Columbia recently established its first academic department dedicated to African-American studies. Farah Jasmine Griffin, a professor of English and comparative literature and an expert on African-American culture, history, and politics, has been named the inaugural chair.
The University has long offered courses in African-American studies through its Institute for Research in African-American Studies, which administers bachelor’s and master’s degree programs in the subject. But the new African American and African Diaspora Studies Department will have more autonomy to hire professors and grant tenure, and greater influence over the University’s intellectual agenda.
“We’re institutionalizing a lot of work that was already being done in the field of African-American studies here in the form of a department, because departments have the most power at universities, and the most longevity,” says Griffin.
The new department has a core of eight faculty members who were already affiliated with the Institute for Research in African-American Studies and who have joint appointments in departments such as history, sociology, philosophy, music, anthropology, religion, and English. Expanding their ranks, Griffin says, is among her first priorities.
“In particular, we would like to bring in more academics with expertise studying the African diaspora, or peoples of African descent in the Caribbean, Latin America, Europe, and other places, in addition to the United States,” Griffin says. “We’re also looking at creating new positions in the humanities and perhaps bringing an economist to the department.”

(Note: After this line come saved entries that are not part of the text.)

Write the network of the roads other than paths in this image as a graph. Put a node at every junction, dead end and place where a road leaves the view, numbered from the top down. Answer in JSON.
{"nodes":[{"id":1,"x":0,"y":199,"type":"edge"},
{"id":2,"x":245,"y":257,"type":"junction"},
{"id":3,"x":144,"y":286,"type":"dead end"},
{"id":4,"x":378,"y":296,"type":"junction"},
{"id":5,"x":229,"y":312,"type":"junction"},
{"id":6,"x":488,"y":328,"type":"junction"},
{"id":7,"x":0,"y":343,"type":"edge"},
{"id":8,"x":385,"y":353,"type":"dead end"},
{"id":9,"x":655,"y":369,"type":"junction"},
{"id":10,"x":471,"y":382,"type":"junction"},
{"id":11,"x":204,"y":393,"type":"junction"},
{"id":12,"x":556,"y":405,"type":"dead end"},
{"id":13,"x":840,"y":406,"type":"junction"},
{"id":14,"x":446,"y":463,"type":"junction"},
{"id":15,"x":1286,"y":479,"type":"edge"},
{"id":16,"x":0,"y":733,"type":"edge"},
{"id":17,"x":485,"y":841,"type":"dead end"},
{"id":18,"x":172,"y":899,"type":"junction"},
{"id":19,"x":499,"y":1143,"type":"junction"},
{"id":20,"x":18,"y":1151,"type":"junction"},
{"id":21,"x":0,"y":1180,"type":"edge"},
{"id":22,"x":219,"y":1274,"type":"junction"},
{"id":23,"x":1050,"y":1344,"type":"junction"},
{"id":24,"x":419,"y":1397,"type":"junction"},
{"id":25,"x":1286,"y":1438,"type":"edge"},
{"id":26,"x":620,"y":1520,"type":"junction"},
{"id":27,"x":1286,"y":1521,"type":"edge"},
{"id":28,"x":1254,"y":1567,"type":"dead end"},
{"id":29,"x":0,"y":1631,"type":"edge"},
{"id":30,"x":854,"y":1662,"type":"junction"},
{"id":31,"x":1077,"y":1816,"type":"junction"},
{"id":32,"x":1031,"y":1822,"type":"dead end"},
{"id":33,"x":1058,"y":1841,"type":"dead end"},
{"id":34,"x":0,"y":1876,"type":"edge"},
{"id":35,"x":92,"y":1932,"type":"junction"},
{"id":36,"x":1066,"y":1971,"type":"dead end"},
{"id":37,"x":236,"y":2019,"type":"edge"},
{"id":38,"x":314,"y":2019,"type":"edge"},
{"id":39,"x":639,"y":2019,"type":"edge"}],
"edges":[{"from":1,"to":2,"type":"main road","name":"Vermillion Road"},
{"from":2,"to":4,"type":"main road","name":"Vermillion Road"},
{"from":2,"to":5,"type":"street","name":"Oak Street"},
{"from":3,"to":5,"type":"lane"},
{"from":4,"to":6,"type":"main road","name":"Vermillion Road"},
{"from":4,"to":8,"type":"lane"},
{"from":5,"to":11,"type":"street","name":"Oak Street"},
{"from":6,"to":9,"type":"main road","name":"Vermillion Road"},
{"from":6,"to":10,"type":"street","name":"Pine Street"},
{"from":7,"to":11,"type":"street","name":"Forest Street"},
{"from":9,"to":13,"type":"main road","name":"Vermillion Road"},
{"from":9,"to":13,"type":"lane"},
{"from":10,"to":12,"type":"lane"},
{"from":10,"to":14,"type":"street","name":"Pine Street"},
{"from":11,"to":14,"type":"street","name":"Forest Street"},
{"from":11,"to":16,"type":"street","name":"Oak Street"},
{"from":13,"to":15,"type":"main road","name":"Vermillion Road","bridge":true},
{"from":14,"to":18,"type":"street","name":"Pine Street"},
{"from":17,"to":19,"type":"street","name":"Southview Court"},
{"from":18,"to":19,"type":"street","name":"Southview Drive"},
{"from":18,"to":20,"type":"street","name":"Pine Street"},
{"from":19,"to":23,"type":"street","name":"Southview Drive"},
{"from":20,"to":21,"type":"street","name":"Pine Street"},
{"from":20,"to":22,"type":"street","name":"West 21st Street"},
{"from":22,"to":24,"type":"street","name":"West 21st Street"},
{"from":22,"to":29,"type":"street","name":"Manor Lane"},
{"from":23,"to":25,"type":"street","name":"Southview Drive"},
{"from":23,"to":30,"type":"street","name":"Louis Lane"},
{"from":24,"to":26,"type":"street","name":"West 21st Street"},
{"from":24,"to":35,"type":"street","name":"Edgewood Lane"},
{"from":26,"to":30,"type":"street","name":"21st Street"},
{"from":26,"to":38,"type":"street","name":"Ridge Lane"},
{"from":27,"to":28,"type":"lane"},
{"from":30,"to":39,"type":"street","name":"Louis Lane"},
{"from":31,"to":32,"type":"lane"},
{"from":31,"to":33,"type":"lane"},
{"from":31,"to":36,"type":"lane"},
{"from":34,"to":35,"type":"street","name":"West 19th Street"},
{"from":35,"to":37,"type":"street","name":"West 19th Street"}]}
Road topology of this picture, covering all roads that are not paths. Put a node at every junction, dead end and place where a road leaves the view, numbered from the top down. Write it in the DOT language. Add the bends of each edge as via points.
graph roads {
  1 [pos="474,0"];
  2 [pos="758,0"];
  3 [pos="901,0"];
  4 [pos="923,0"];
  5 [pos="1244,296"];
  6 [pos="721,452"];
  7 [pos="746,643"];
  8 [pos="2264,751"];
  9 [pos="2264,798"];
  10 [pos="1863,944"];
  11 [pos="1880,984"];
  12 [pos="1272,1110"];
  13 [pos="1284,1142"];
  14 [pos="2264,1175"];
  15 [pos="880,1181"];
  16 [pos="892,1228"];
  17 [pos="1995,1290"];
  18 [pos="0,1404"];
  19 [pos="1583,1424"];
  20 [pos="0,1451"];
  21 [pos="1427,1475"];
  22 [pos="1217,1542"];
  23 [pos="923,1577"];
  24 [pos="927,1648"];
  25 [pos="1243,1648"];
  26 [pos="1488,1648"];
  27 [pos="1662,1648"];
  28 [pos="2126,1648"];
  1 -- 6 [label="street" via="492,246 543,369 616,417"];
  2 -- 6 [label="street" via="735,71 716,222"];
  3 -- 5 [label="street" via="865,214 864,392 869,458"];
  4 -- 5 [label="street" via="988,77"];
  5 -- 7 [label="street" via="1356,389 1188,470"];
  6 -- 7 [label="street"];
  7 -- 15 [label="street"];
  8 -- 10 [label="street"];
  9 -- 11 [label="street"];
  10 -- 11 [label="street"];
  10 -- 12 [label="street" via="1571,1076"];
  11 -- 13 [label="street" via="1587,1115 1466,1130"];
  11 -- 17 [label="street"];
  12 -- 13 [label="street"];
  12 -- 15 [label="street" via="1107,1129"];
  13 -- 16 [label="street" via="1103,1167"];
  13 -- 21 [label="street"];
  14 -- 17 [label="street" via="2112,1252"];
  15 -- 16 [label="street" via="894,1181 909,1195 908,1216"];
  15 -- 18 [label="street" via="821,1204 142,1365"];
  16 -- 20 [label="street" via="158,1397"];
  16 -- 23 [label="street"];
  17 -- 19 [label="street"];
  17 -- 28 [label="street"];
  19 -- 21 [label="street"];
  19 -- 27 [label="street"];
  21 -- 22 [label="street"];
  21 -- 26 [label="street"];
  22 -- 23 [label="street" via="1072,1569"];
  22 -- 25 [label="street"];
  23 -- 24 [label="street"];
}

Beyond that, Griffin is developing a proposal to create Columbia’s first PhD program in African-American studies. “Right now, our master’s program is basically preparing our students to get doctorates elsewhere,” she says.
With the new department in place, Griffin says that the Institute for Research in African-American Studies, which was founded in 1993 by the late Manning Marable and which Griffin also directs, will focus on building bridges between scholarship and public life by developing conferences, symposia, and exhibitions. “One of our plans is to build public programming around a multi-year celebration of the Harlem Renaissance ‘New Negro’ movement of the 1920s, because so much of the institute’s identity is its connection to Harlem,” she says.
By bringing a fresh approach to the study of Black history and culture, Griffin hopes that the new department will inspire Columbia students to become engaged in social-justice issues both in the US and around the world.
“Columbia has a deep commitment to creating just societies, and African-American and African-diaspora studies have always been at the forefront of pursuing questions like: "What does a just society look like? And what has life been like for people who haven’t experienced our country as a just society?” Griffin says. “We need to understand our history — both its ugly parts and its potential — to achieve a vision of America that might not be predominant right now.”